Cones of P. glauca and Picea mariana occur at other sites that are contemporaneous with the Tunica Hills deposits (33, 34), and needles of both species are documented from contemporaneous sites to the north (C.W., S.T.J., and N. G. Miller, unpublished data). The occurrence in the Tunica Hills of morphologically unique cones in association with morphologically and anatomically unique needles, and the absence of other cone or needle morphotypes in the deposits indicates that they belong to a single, now-extinct species, Picea critchfieldii Jackson & Weng, sp. nov.
Picea critchfieldii Jackson & Weng, sp. nov.: Specific Diagnosis.
Ovulate cones cylindrical, 60(?)-100 mm long, 14–20 mm diameter. Scale phyllotaxy 3/5. Cone scales narrowly fan-shaped with rounded margins, 18–21 (12–25) mm long, 11–13.5 (7–16.5) mm wide; cone scale margin entire to moderately erose. Subtending bracts on cone scales spatulate, 5.5–7 (3.0–8.3) mm long, 1.5–1.8 (1.3–2.3) mm wide; bract apex rounded and minutely toothed. Seeds ovate, 3.5–4.5 (2.5–5.2) mm long, 2.6–2.8 (2.0–3.4) mm wide, each with a membranous wing 8–11 (4.5–13) mm long. Needles 7–9 (4–11) mm long, 0.6–1.0 mm diameter; quadrangular in cross-section; apex acute; two resin ducts spanning entire needle length; resin ducts 60–80 (40–100) μm in diameter, positioned in needle angles. Holotype: University of Wyoming Quaternary Plant Ecology Laboratory collections, TB-23/1093/15. Paratypes: PC-19/1191/1, PC-19/1191/8, TB-23/0393/8, TB-22/0293/1, PC-21/1092/1, PC-21/1092/2, PC-21/1092/4, LBS-1/0592/6, LBS-4/1191/5. Etymology: Named in honor of the late William B. Critchfield in recognition of his advocacy of understanding the role of Quaternary history in shaping genetic structure of conifer populations. He encouraged the senior author to investigate Quaternary spruce paleobotany and hence was partly responsible for initiating this study.
Discussion.
P. critchfieldii was not restricted to the Tunica Hills region (Fig. 1). Cones of similar dimension and morphology have been reported from sediments dating to 17,195 yr B.P. in western Tennessee (23), and 21,300 yr B.P. in southwestern Georgia (35) (W. B. Critchfield, personal communication, 1988; H. E. Cofer and J. Reinhardt, personal communication, 1989). We have identified needles of P. critchfieldii from sediments at Bob Black Pond in northwestern Georgia, co-occurring with Pinus rigida and Pinus banksiana during the Farmdalian interstadial (22,000–21,000 yr B.P.) and with Pinus banksiana, Pinus resinosa, Pinus strobus, and Picea glauca during the Last Glacial Maximum (21,000–16,500 yr B.P.). Occurrence at these sites (Fig. 1) indicates that P. critchfieldii had a range encompassing >240,000 km2 during the Late Wisconsinan.

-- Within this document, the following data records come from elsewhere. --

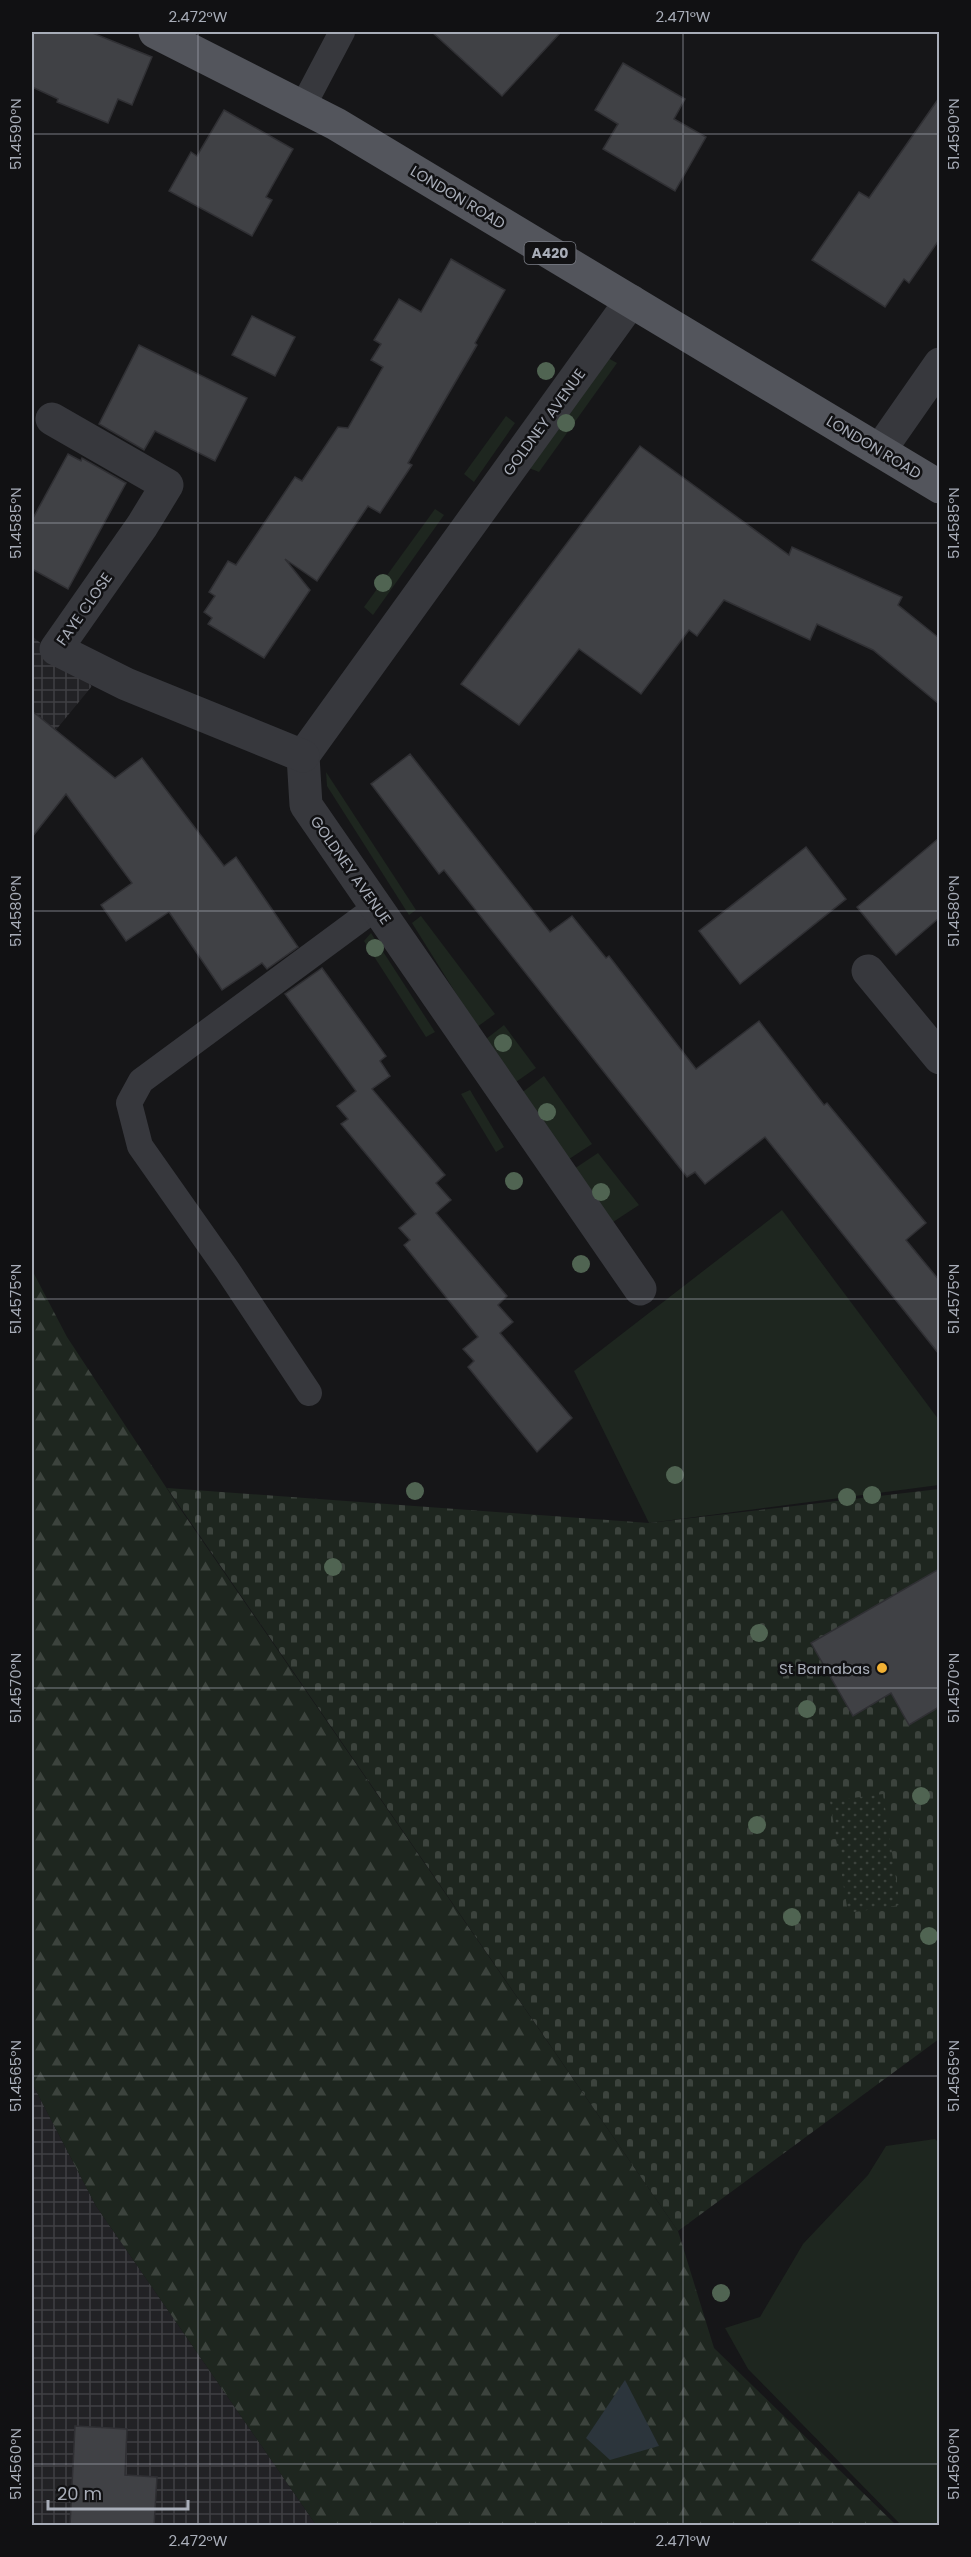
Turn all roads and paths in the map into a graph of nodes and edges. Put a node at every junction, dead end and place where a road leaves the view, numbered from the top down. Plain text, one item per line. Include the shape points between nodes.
1 (154, 32) edge
2 (342, 32) edge
3 (303, 106) junction
4 (631, 301) junction
5 (939, 364) edge
6 (52, 419) dead end
7 (879, 450) junction
8 (939, 487) edge
9 (303, 756) junction
10 (378, 906) junction
11 (868, 971) dead end
12 (939, 1058) edge
13 (640, 1289) dead end
14 (309, 1393) dead end

1 - 3 main road, LONDON ROAD / A420
2 - 3 lane
3 - 4 main road, LONDON ROAD / A420
4 - 7 main road, LONDON ROAD / A420
4 - 9 street, GOLDNEY AVENUE
5 - 7 street
6 - 9 street, FAYE CLOSE via 167,485 56,649 126,684
7 - 8 main road, LONDON ROAD / A420
9 - 10 street, GOLDNEY AVENUE via 306,805
10 - 13 street, GOLDNEY AVENUE
10 - 14 lane via 141,1081 129,1103 140,1146
11 - 12 street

The youngest fossils assignable to P. critchfieldii are cones from the Tunica Hills (16,645 yr B.P.) and needles from Bob Black Pond (16,620 yr B.P.). We have found no younger fossiliferous exposures in the Tunica Hills, and the record at Bob Black Pond is truncated at ca. 15,700 yr B.P. However, P. critchfieldii is the only Picea morphotype found in the Tunica Hills deposits, and other studies suggest that Picea persisted in the region to at least 12,430 yr B.P. (16). Picea populations were absent by 10,000 yr B.P. at sites further north in the Mississippi Valley (36). P. critchfieldii cones are absent from late-glacial and early Holocene macrofossil assemblages from deglaciated terrain in the mid-continent, where P. glauca and P. mariana cones are abundant (37). Evidently, P. critchfieldii never colonized these regions.

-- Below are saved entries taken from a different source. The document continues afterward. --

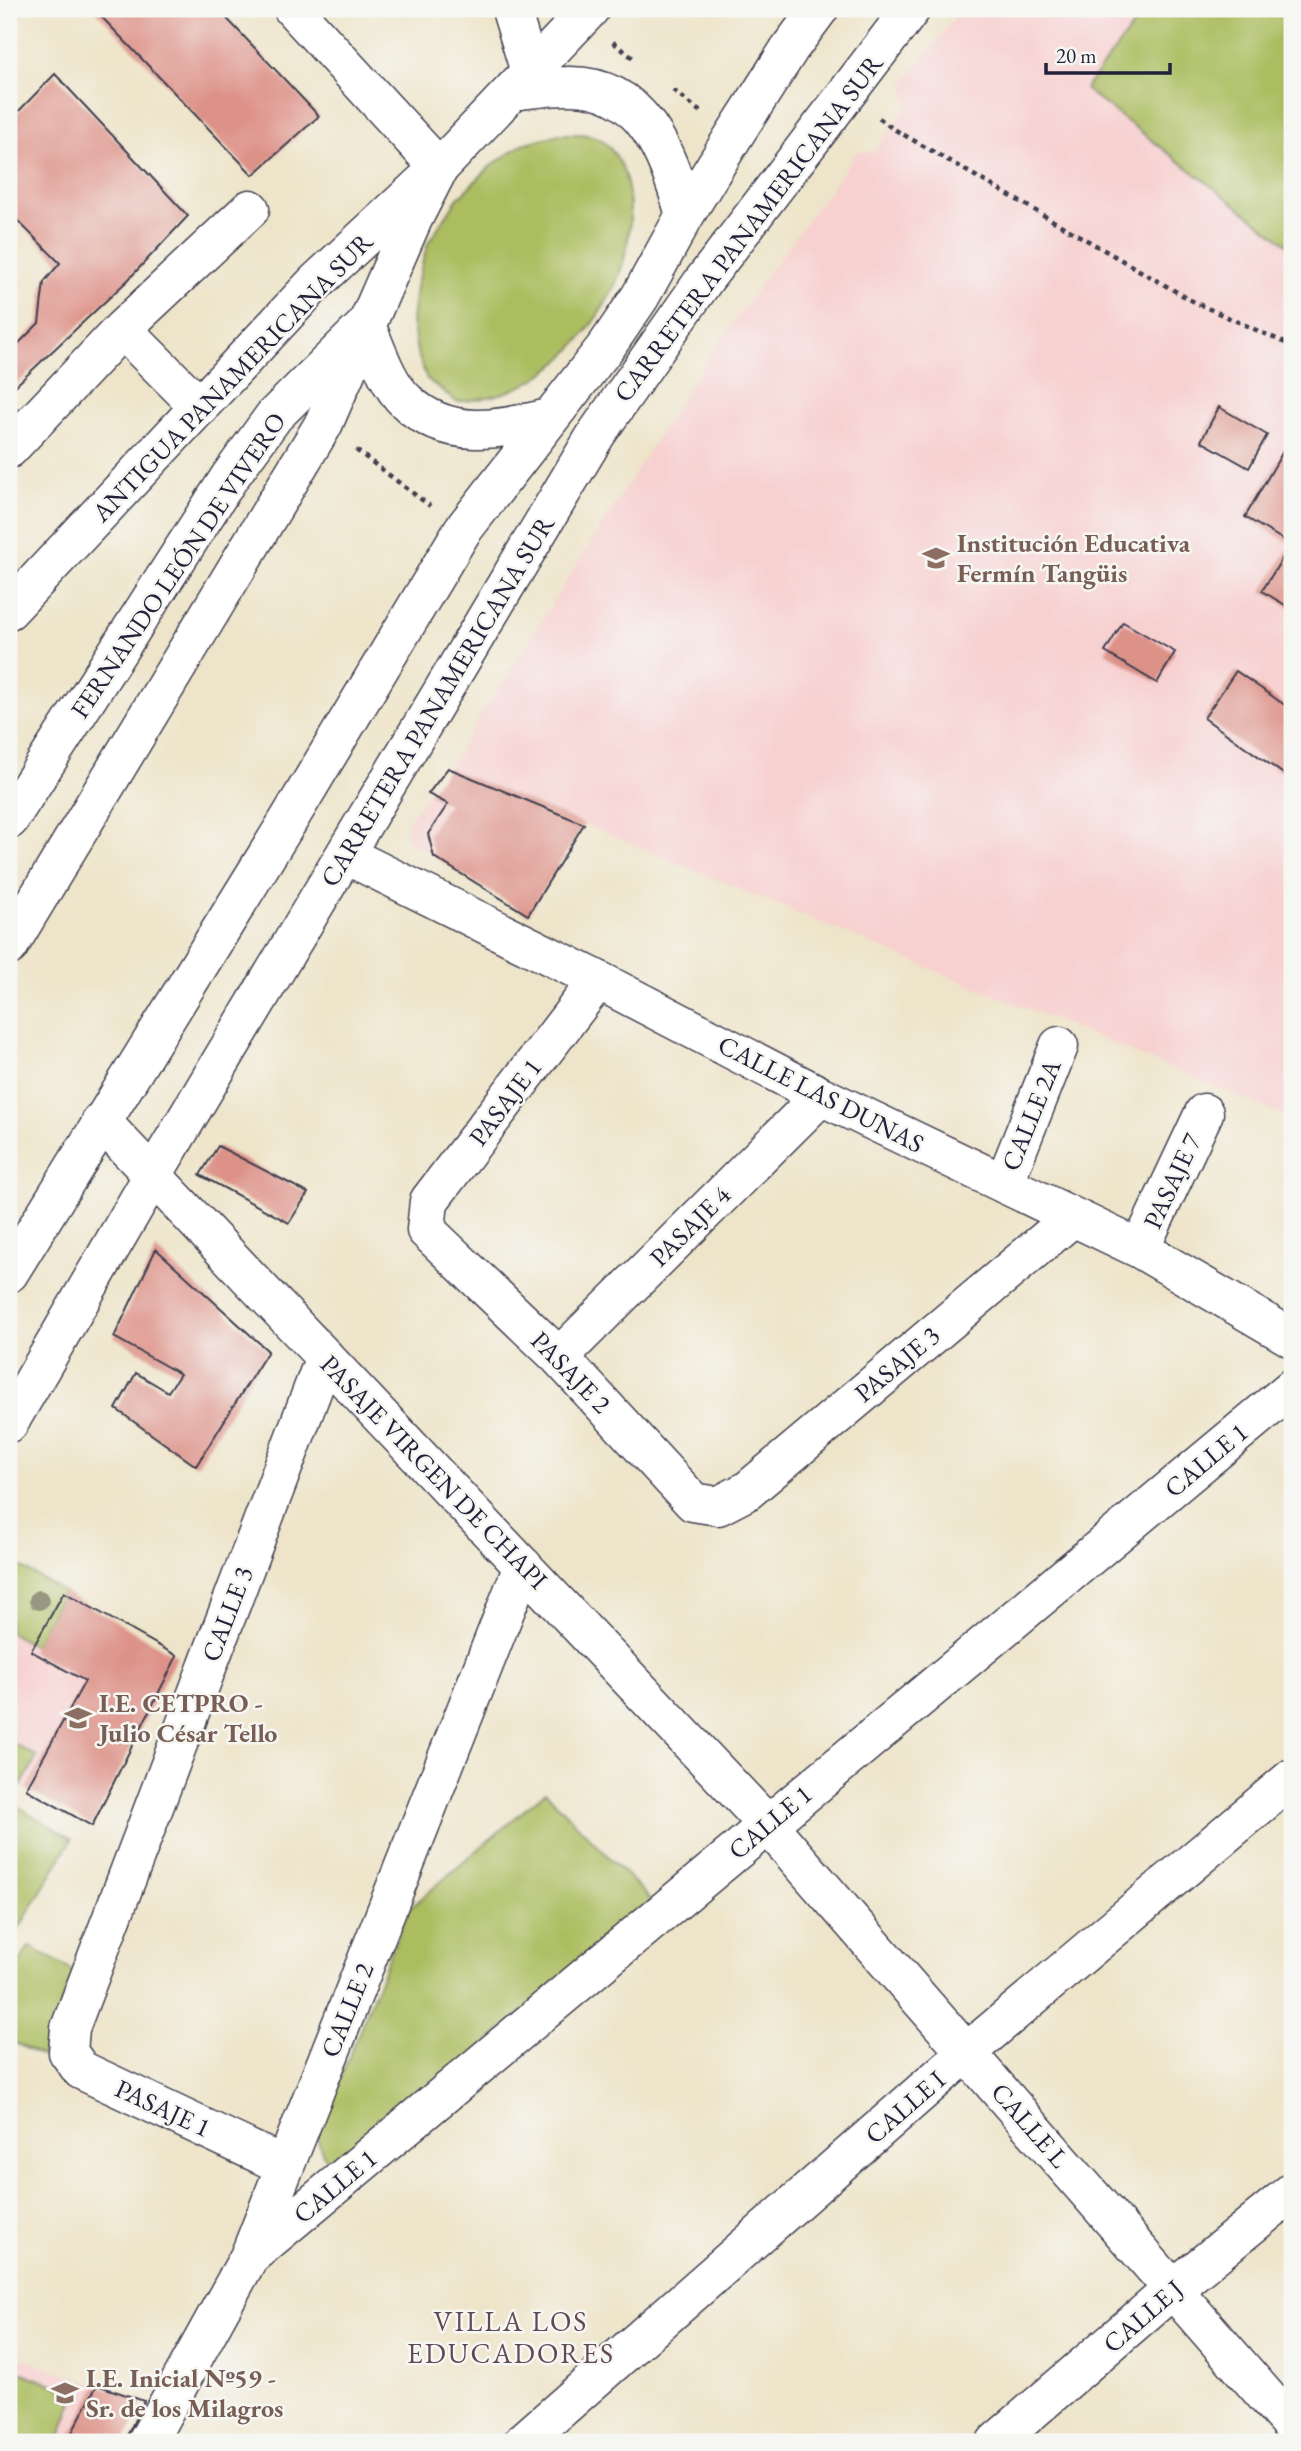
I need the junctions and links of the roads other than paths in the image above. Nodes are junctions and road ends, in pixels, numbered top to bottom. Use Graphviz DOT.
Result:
graph roads {
  1 [pos="293,9"];
  2 [pos="516,9"];
  3 [pos="819,9"];
  4 [pos="911,9"];
  5 [pos="586,13"];
  6 [pos="521,82"];
  7 [pos="439,168"];
  8 [pos="250,209"];
  9 [pos="685,215"];
  10 [pos="366,325"];
  11 [pos="122,329"];
  12 [pos="200,407"];
  13 [pos="549,418"];
  14 [pos="9,449"];
  15 [pos="16,590"];
  16 [pos="9,820"];
  17 [pos="346,855"];
  18 [pos="9,946"];
  19 [pos="598,980"];
  20 [pos="1059,1046"];
  21 [pos="821,1096"];
  22 [pos="1204,1113"];
  23 [pos="101,1121"];
  24 [pos="153,1175"];
  25 [pos="1004,1184"];
  26 [pos="1073,1217"];
  27 [pos="426,1230"];
  28 [pos="1140,1249"];
  29 [pos="9,1273"];
  30 [pos="1292,1338"];
  31 [pos="325,1357"];
  32 [pos="559,1357"];
  33 [pos="1292,1388"];
  34 [pos="9,1423"];
  35 [pos="718,1506"];
  36 [pos="523,1566"];
  37 [pos="1292,1778"];
  38 [pos="767,1824"];
  39 [pos="70,2028"];
  40 [pos="967,2052"];
  41 [pos="285,2166"];
  42 [pos="1292,2192"];
  43 [pos="249,2257"];
  44 [pos="1173,2289"];
  45 [pos="1292,2426"];
  46 [pos="147,2442"];
  47 [pos="523,2442"];
  48 [pos="996,2442"];
  1 -- 7 [label="main road"];
  2 -- 6 [label="main road"];
  3 -- 9 [label="main road, CARRETERA PANAMERICANA SUR"];
  4 -- 17 [label="main road, CARRETERA PANAMERICANA SUR"];
  5 -- 6 [label="main road"];
  6 -- 7 [label="main road"];
  6 -- 9 [label="main road"];
  7 -- 10 [label="main road"];
  7 -- 12 [label="main road, ANTIGUA PANAMERICANA SUR"];
  8 -- 11 [label="main road"];
  9 -- 13 [label="main road, CARRETERA PANAMERICANA SUR"];
  10 -- 13 [label="main road"];
  10 -- 16 [label="main road, FERNANDO LEÓN DE VIVERO"];
  10 -- 18 [label="main road"];
  11 -- 12 [label="main road"];
  11 -- 14 [label="main road"];
  12 -- 15 [label="main road, ANTIGUA PANAMERICANA SUR"];
  13 -- 23 [label="main road, CARRETERA PANAMERICANA SUR"];
  17 -- 19 [label="main road, CALLE LAS DUNAS"];
  17 -- 24 [label="main road, CARRETERA PANAMERICANA SUR"];
  19 -- 21 [label="main road, CALLE LAS DUNAS"];
  19 -- 27 [label="main road, PASAJE 1"];
  20 -- 25 [label="main road, CALLE 2A"];
  21 -- 25 [label="main road, CALLE LAS DUNAS"];
  21 -- 32 [label="main road, PASAJE 4"];
  22 -- 28 [label="main road, PASAJE 7"];
  23 -- 24 [label="main road, PASAJE VIRGEN DE CHAPI"];
  23 -- 29 [label="main road, CARRETERA PANAMERICANA SUR"];
  24 -- 31 [label="main road, PASAJE VIRGEN DE CHAPI"];
  24 -- 34 [label="main road, CARRETERA PANAMERICANA SUR"];
  25 -- 26 [label="main road, CALLE LAS DUNAS"];
  26 -- 28 [label="main road, CALLE LAS DUNAS"];
  26 -- 35 [label="main road, PASAJE 3"];
  27 -- 32 [label="main road, PASAJE 2"];
  28 -- 30 [label="main road, CALLE LAS DUNAS"];
  31 -- 36 [label="main road, PASAJE VIRGEN DE CHAPI"];
  31 -- 39 [label="main road, CALLE 3"];
  32 -- 35 [label="main road, PASAJE 2"];
  33 -- 38 [label="main road, CALLE 1"];
  36 -- 38 [label="main road, PASAJE VIRGEN DE CHAPI"];
  36 -- 41 [label="main road, CALLE 2"];
  37 -- 40 [label="main road, CALLE I"];
  38 -- 40 [label="main road, CALLE L"];
  38 -- 43 [label="main road, CALLE 1"];
  39 -- 41 [label="main road, PASAJE 1"];
  40 -- 44 [label="main road, CALLE L"];
  40 -- 47 [label="main road, CALLE I"];
  41 -- 43 [label="main road, CALLE 2"];
  42 -- 44 [label="main road, CALLE J"];
  43 -- 46 [label="main road, CALLE 2"];
  44 -- 45 [label="main road, CALLE L"];
  44 -- 48 [label="main road, CALLE J"];
}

Paleoclimatic inferences from palynological data may be complicated by widespread occurrence of a now-extinct species during the Last Glacial Maximum. Extant eastern North American Picea species are boreal (P. glauca, P. mariana) or montane (Picea rubens), and all are associated with cool climates (mean July and January temperatures 8 to 21°C and −30 to 0°C, respectively) (38). An association of P. critchfieldii with temperate hardwoods in the Tunica Hills indicates warmer tolerances than the extant species. However, its occurrence with P. glauca and cool-temperate conifers at Bob Black Pond indicates some overlap in climate response with extant Picea species. Application of climate-response surface models, based on modern pollen assemblages, may yield erroneously low paleotemperature estimates for the Last Glacial Maximum in the southeastern region of the United States (18).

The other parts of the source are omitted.